Probably the biggest change of the last 20 years is in education. Both at GCSE and ‘A’ level, girls now perform better – 25 per cent of girls get two or more A levels compared to 20 per cent of boys, and not just in traditional ‘girls’ subjects’ like English, history and languages, but also mathematics and science.

This has had a major effect on numbers going to university. Nearly five times as many women entered higher education courses in 1999 (599,000) as in the early 1970s, whereas figures for men have only doubled (528,000 compared to 241,000 in 1971). Angie was the very first member of her family – male or female – to go to university. And the first one to borrow her mum’s clothes!

It would have been unthinkable for Shelley to wear the same clothes as her mum Maria, but now she thinks nothing of borrowing clothes from Angie, and vice versa. If there’s one other thing that makes modern fashion different from the past, it’s the amazing range of choice. When Angie’s granny started work at John Lewis, the clothes sold all followed certain rules – now fashion means very different things to different people.

Changes in fashion

The clothes people wear today are more about personal choice. Just because Nicole Kidman or Madonna look great in a corset doesn’t mean all young girls have to wear them. Many teenagers prefer a less glamorous look like MTV heroine Kelly Osbourne or pop star Pink.

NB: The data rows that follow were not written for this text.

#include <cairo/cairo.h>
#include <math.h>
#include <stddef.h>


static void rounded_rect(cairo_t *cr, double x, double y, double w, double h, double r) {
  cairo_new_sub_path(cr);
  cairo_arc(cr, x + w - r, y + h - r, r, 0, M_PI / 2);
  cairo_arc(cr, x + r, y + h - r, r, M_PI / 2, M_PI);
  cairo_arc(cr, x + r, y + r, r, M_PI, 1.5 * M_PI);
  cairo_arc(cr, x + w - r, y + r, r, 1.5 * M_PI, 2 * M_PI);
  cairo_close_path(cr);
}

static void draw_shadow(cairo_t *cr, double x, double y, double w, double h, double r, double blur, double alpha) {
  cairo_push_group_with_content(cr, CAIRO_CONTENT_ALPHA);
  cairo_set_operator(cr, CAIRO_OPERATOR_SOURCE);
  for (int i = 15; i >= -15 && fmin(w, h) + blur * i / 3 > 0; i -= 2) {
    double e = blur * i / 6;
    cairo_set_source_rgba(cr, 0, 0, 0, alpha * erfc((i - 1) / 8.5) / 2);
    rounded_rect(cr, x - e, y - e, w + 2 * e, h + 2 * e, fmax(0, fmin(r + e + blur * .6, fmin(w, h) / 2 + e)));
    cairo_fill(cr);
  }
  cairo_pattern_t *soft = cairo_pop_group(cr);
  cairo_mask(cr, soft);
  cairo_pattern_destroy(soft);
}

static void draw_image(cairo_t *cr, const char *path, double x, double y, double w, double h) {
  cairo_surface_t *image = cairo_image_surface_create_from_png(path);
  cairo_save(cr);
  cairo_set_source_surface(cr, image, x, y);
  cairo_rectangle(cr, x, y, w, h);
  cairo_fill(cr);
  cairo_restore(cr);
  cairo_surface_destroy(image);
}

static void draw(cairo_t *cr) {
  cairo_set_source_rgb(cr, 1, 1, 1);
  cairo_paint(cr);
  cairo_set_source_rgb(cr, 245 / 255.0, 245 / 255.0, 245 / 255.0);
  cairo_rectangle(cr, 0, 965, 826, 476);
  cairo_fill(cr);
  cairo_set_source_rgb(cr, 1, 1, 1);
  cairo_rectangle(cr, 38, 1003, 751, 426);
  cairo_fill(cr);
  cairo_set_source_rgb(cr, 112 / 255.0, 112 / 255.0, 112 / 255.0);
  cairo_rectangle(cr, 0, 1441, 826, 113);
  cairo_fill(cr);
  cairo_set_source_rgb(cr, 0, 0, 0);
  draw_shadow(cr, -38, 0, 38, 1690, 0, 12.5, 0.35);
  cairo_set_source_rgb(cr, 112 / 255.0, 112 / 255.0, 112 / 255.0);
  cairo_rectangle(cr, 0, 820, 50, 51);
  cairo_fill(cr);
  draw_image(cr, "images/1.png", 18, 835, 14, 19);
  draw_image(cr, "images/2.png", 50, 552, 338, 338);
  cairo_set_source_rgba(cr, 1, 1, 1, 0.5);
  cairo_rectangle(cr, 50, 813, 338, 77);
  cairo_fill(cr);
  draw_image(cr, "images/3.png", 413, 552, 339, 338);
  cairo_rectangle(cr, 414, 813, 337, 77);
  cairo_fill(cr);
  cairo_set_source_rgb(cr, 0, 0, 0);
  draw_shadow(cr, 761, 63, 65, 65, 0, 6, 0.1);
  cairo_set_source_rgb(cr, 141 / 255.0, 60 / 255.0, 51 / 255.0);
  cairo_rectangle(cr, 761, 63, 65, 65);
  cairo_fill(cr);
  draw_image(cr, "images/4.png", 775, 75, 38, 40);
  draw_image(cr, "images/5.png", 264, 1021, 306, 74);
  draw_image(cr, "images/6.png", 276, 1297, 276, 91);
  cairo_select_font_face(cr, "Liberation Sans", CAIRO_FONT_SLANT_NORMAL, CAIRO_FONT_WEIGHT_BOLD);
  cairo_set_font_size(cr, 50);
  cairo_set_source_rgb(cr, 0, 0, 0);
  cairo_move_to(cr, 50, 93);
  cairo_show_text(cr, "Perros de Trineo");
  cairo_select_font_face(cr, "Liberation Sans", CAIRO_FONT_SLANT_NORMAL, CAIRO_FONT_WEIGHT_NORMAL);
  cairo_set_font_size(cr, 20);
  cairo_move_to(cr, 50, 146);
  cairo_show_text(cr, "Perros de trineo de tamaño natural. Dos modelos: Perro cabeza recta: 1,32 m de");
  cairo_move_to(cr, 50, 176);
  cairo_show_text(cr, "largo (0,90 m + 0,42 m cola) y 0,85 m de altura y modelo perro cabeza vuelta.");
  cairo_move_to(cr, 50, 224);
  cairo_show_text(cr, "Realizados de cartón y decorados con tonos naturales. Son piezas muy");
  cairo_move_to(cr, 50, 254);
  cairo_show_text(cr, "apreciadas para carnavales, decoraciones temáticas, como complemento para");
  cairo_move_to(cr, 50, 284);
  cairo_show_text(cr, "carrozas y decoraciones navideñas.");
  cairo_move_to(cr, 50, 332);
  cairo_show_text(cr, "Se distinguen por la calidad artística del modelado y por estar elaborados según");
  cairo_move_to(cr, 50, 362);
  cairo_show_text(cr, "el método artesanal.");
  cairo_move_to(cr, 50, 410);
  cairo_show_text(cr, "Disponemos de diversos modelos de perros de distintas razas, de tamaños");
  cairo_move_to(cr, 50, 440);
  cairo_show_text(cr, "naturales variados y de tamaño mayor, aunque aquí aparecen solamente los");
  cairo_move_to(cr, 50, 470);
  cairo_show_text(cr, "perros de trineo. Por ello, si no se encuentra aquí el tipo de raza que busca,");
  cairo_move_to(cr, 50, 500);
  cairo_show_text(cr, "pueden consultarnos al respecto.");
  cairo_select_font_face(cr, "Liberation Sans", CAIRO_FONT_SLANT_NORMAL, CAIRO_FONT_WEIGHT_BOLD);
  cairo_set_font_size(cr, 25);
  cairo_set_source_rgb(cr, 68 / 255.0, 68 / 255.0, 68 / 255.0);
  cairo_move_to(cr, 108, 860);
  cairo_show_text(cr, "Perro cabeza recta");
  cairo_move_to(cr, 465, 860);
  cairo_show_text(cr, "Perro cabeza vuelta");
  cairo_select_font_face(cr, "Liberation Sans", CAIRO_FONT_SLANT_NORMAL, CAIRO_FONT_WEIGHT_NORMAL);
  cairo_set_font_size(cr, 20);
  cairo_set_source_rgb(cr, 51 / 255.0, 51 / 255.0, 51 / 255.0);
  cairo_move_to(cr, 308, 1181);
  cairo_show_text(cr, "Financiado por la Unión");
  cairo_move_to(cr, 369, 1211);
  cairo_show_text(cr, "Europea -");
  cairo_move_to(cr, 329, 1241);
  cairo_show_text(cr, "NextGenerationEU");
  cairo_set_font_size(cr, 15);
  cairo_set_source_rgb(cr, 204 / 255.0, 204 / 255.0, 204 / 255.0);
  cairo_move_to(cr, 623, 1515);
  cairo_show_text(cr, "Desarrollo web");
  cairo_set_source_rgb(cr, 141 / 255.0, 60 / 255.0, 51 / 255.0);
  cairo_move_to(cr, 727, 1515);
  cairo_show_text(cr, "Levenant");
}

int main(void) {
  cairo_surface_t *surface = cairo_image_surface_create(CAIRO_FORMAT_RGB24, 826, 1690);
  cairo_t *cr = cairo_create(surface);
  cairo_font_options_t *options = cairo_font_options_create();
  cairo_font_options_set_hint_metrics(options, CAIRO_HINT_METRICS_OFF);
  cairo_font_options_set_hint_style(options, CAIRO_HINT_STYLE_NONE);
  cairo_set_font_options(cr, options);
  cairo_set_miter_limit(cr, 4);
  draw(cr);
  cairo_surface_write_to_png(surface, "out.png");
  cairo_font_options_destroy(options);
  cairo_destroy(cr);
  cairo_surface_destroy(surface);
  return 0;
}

Modern trends often reflect past fashions – miniskirts and thigh-high boots or hippie chic clothes from the 1960s, disco or punk styles from the 1970s, or the new romantic look from the 1980s. All these styles are reborn again in today’s John Lewis fashion departments. It wouldn’t be difficult to find photos of pop stars like Beyoncé or Madonna wearing all these different kinds of clothes from various eras.

Fashion became more and more international during the second half of the twentieth century – with Paris, New York, Milan, and London as the major fashion capitals. The market for ‘couture’ clothing (exclusive made-to-measure designs for rich clients) has shrunk, and smaller design-led companies producing original ready-to-wear clothes aimed at a younger market have become more typical.